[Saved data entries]
---
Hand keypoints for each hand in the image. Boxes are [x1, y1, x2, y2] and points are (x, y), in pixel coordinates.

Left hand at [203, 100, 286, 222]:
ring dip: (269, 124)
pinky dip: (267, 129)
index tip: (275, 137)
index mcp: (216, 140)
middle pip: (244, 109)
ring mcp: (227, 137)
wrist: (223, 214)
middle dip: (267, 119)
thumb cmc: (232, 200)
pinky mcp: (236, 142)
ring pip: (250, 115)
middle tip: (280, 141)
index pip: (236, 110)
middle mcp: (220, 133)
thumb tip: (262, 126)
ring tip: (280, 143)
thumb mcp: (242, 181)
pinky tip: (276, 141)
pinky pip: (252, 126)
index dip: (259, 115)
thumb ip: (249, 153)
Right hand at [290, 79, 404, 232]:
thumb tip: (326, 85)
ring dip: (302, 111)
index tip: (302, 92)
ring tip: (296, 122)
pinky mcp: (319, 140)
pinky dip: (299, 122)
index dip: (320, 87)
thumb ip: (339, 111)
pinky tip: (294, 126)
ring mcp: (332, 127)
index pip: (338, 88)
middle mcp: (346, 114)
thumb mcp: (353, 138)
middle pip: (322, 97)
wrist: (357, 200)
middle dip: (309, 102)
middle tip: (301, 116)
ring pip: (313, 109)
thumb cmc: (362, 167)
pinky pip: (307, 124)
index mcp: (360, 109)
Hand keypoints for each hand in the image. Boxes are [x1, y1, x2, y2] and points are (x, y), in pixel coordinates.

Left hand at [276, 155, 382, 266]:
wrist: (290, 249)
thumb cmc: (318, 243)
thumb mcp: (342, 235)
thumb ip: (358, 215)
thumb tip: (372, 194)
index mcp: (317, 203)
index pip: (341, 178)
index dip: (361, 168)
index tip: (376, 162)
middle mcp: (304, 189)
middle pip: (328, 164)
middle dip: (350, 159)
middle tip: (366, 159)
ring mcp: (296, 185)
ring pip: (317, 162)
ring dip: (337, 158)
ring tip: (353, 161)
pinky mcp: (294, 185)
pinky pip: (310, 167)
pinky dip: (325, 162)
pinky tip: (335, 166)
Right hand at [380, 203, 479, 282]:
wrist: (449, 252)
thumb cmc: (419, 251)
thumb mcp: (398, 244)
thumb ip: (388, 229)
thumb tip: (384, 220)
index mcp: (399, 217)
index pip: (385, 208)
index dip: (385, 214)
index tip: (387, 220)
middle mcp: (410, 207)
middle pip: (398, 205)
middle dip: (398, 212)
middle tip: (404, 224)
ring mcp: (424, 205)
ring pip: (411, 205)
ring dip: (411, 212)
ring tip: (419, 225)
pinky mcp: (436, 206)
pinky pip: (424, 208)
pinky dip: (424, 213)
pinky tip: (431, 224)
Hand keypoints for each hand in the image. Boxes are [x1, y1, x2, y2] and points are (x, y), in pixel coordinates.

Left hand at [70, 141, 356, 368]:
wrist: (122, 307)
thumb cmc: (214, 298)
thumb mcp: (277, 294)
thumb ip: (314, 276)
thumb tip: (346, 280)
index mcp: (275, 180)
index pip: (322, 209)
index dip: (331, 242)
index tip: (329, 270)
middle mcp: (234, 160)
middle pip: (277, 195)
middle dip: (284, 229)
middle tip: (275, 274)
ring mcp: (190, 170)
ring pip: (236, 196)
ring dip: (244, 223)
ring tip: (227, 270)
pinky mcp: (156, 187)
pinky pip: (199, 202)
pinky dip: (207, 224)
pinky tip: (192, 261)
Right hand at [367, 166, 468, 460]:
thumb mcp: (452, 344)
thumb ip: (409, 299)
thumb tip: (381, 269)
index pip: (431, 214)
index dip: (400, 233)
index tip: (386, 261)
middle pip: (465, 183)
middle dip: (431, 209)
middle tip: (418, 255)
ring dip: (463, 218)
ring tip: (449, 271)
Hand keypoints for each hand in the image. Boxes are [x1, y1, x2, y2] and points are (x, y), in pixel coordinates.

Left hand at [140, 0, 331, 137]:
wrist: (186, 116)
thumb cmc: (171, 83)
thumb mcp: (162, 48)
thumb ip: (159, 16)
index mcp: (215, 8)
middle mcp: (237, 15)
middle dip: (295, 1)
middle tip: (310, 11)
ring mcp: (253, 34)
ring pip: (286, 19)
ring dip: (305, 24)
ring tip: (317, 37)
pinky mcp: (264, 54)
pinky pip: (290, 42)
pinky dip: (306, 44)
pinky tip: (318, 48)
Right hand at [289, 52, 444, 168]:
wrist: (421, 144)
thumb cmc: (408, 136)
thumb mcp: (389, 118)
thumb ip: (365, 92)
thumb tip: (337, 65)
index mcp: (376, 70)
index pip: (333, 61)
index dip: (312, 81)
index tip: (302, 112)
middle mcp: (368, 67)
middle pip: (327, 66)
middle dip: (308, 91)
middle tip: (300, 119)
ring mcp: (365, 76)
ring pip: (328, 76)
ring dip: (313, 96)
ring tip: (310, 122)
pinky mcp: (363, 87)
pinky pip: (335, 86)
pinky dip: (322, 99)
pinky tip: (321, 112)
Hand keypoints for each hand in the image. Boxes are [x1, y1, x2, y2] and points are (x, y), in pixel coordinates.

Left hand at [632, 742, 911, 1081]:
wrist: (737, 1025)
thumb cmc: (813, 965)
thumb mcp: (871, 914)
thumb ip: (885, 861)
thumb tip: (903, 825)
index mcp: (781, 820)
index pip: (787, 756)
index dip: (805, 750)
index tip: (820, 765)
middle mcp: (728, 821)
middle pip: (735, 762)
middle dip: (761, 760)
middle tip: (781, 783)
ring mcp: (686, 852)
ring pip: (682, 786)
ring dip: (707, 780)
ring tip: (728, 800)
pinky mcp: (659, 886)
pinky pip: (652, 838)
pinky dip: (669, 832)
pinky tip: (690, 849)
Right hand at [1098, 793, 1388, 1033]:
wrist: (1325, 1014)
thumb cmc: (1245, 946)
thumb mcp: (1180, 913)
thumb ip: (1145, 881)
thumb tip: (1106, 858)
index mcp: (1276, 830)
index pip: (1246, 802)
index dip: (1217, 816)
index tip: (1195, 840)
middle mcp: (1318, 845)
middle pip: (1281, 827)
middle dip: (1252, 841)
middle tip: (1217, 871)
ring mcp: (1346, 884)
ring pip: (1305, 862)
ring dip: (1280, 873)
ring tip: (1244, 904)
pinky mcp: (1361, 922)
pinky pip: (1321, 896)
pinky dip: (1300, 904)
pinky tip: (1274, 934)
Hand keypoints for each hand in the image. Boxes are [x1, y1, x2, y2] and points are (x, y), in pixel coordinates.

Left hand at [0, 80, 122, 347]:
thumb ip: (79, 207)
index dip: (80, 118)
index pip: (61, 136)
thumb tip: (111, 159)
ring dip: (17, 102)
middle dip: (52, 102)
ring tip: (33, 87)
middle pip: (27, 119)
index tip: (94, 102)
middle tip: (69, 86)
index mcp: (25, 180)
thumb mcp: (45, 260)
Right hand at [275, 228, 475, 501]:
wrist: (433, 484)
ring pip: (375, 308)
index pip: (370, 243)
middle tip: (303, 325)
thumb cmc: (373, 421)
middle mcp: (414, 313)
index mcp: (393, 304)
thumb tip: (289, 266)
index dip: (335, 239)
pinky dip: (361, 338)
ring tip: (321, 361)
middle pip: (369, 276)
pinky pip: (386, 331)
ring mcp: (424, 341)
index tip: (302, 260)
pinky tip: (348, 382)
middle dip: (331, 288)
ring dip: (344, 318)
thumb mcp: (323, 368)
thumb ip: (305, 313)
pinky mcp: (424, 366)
---
◆ **TASK DIRECTIONS**
Copy out all of the records, keeping every line identical.

◆ **RESULT FOR THIS TASK**
Hand keypoints for each hand in the image. Boxes are [x1, y1, x2, y2] and points are (x, y), in pixel coordinates.

Left hand at [203, 100, 286, 222]:
ring dip: (269, 124)
pinky dip: (267, 129)
index tip: (275, 137)
index mcp: (216, 140)
middle pip: (244, 109)
ring mcp: (227, 137)
wrist: (223, 214)
middle dip: (267, 119)
thumb cmc: (232, 200)
pinky mcp: (236, 142)
ring pip: (250, 115)
middle tip: (280, 141)
index pip: (236, 110)
middle mcp: (220, 133)
thumb tip: (262, 126)
ring tip: (280, 143)
thumb mcp: (242, 181)
pinky tip: (276, 141)
pinky pip: (252, 126)
index dip: (259, 115)
thumb ip: (249, 153)
Right hand at [290, 79, 404, 232]:
thumb tip: (326, 85)
ring dip: (302, 111)
index tip: (302, 92)
ring tip: (296, 122)
pinky mcp: (319, 140)
pinky dip: (299, 122)
index dip: (320, 87)
thumb ip: (339, 111)
pinky tip: (294, 126)
ring mcp: (332, 127)
index pip: (338, 88)
middle mcp: (346, 114)
thumb mcp: (353, 138)
middle pip: (322, 97)
wrist: (357, 200)
middle dip: (309, 102)
middle tip: (301, 116)
ring pip: (313, 109)
thumb cmc: (362, 167)
pinky pip: (307, 124)
index mcp: (360, 109)
Hand keypoints for each hand in the image. Boxes are [x1, y1, x2, y2] and points are (x, y), in pixel coordinates.

Left hand at [276, 155, 382, 266]:
wrist: (290, 249)
thumb cmc: (318, 243)
thumb mcp: (342, 235)
thumb ip: (358, 215)
thumb tip: (372, 194)
index mcp: (317, 203)
index pip: (341, 178)
index dip: (361, 168)
index tip: (376, 162)
middle mcp: (304, 189)
middle pip: (328, 164)
middle dip: (350, 159)
middle tip: (366, 159)
ring mcp: (296, 185)
ring pip: (317, 162)
ring dip: (337, 158)
ring tip: (353, 161)
pinky mcp: (294, 185)
pinky pip: (310, 167)
pinky dip: (325, 162)
pinky tip: (335, 166)
Right hand at [380, 203, 479, 282]:
wrist: (449, 252)
thumb cmc: (419, 251)
thumb mcp: (398, 244)
thumb ip: (388, 229)
thumb tip: (384, 220)
index mcp: (399, 217)
index pip: (385, 208)
index dip: (385, 214)
index tip: (387, 220)
middle mcp: (410, 207)
middle pip: (398, 205)
middle dip: (398, 212)
middle tip: (404, 224)
ring mcp: (424, 205)
ring pip: (411, 205)
ring dip: (411, 212)
ring tip: (419, 225)
pinky mcp: (436, 206)
pinky pip: (424, 208)
pinky dip: (424, 213)
pinky tip: (431, 224)
Hand keypoints for each hand in the image. Boxes are [x1, y1, x2, y2] and points are (x, y), in pixel coordinates.

Left hand at [70, 141, 356, 368]:
wrist: (122, 307)
thumb cmc: (214, 298)
thumb mcp: (277, 294)
thumb ip: (314, 276)
thumb tip: (346, 280)
index mcp: (275, 180)
index pip: (322, 209)
index dip: (331, 242)
index tip: (329, 270)
middle mcp: (234, 160)
middle pip: (277, 195)
middle dip: (284, 229)
middle tip: (275, 274)
ring mcp: (190, 170)
ring pip: (236, 196)
ring dip: (244, 223)
ring tip: (227, 270)
pinky mcp: (156, 187)
pinky pip: (199, 202)
pinky dip: (207, 224)
pinky tip: (192, 261)
Right hand at [367, 166, 468, 460]:
thumb mcp: (452, 344)
thumb ip: (409, 299)
thumb tip: (381, 269)
index pip: (431, 214)
index dip: (400, 233)
index tip: (386, 261)
middle pip: (465, 183)
middle dip: (431, 209)
middle tip: (418, 255)
ring dip: (463, 218)
ring tip: (449, 271)
Hand keypoints for each hand in the image. Boxes are [x1, y1, x2, y2] and points are (x, y), in pixel coordinates.

Left hand at [140, 0, 331, 137]:
wrist: (186, 116)
thumb cmc: (171, 83)
thumb mcp: (162, 48)
thumb ip: (159, 16)
index mcp: (215, 8)
middle mcp: (237, 15)
middle dip: (295, 1)
middle tip: (310, 11)
ring mcp: (253, 34)
ring pip: (286, 19)
ring dip: (305, 24)
ring tip: (317, 37)
pinky mcp: (264, 54)
pinky pip: (290, 42)
pinky dip: (306, 44)
pinky tip: (318, 48)
Right hand at [289, 52, 444, 168]:
wrist: (421, 144)
thumb cmc: (408, 136)
thumb mcp: (389, 118)
thumb ip: (365, 92)
thumb tip: (337, 65)
index mcp: (376, 70)
index pip: (333, 61)
index dip: (312, 81)
index tip: (302, 112)
middle mcp: (368, 67)
middle pip: (327, 66)
middle dip: (308, 91)
middle tip: (300, 119)
ring mcp: (365, 76)
ring pip: (328, 76)
ring dip: (313, 96)
ring tip: (310, 122)
pinky mcp: (363, 87)
pinky pip: (335, 86)
pinky dip: (322, 99)
pinky tip: (321, 112)
Hand keypoints for each hand in the image. Boxes are [x1, y1, x2, y2] and points are (x, y), in pixel coordinates.

Left hand at [632, 742, 911, 1081]:
wrist: (737, 1025)
thumb cmc: (813, 965)
thumb mcp: (871, 914)
thumb ip: (885, 861)
thumb tip: (903, 825)
index mcp: (781, 820)
index pip: (787, 756)
index dip: (805, 750)
index tip: (820, 765)
middle mcp: (728, 821)
middle pip: (735, 762)
middle dip: (761, 760)
middle tip: (781, 783)
ring mcp: (686, 852)
ring pip: (682, 786)
ring dip: (707, 780)
ring tip: (728, 800)
pinky mcp: (659, 886)
pinky pip: (652, 838)
pinky dip: (669, 832)
pinky tip: (690, 849)
Right hand at [1098, 793, 1388, 1033]:
wrist: (1325, 1014)
thumb cmc: (1245, 946)
thumb mcp: (1180, 913)
thumb ip: (1145, 881)
thumb tip: (1106, 858)
index mcp: (1276, 830)
index pip: (1246, 802)
index dip: (1217, 816)
index tip: (1195, 840)
middle mcp: (1318, 845)
middle pip: (1281, 827)
middle dip: (1252, 841)
middle tip: (1217, 871)
ring mcp: (1346, 884)
ring pip: (1305, 862)
ring dip: (1280, 873)
ring tip: (1244, 904)
pinky mcp: (1361, 922)
pinky pip: (1321, 896)
pinky dip: (1300, 904)
pinky tip: (1274, 934)
Hand keypoints for each hand in the image. Boxes are [x1, y1, x2, y2] and points are (x, y), in pixel coordinates.

Left hand at [0, 80, 122, 347]:
thumb ip: (79, 207)
index dip: (80, 118)
index pip: (61, 136)
thumb tip: (111, 159)
ring dip: (17, 102)
middle dip: (52, 102)
ring tip: (33, 87)
middle pip: (27, 119)
index tip: (94, 102)
middle tip: (69, 86)
index mcp: (25, 180)
thumb mcp: (45, 260)
Right hand at [275, 228, 475, 501]:
wrist: (433, 484)
ring pip: (375, 308)
index pip: (370, 243)
middle tip: (303, 325)
thumb cmc: (373, 421)
middle mcp: (414, 313)
index mcp: (393, 304)
thumb tip: (289, 266)
index dip: (335, 239)
pinky dip: (361, 338)
ring tip: (321, 361)
middle pip: (369, 276)
pinky pip: (386, 331)
ring mcp: (424, 341)
index tip: (302, 260)
pinky tip: (348, 382)
middle dip: (331, 288)
ring dip: (344, 318)
thumb mcp: (323, 368)
thumb ip: (305, 313)
pinky mcp: (424, 366)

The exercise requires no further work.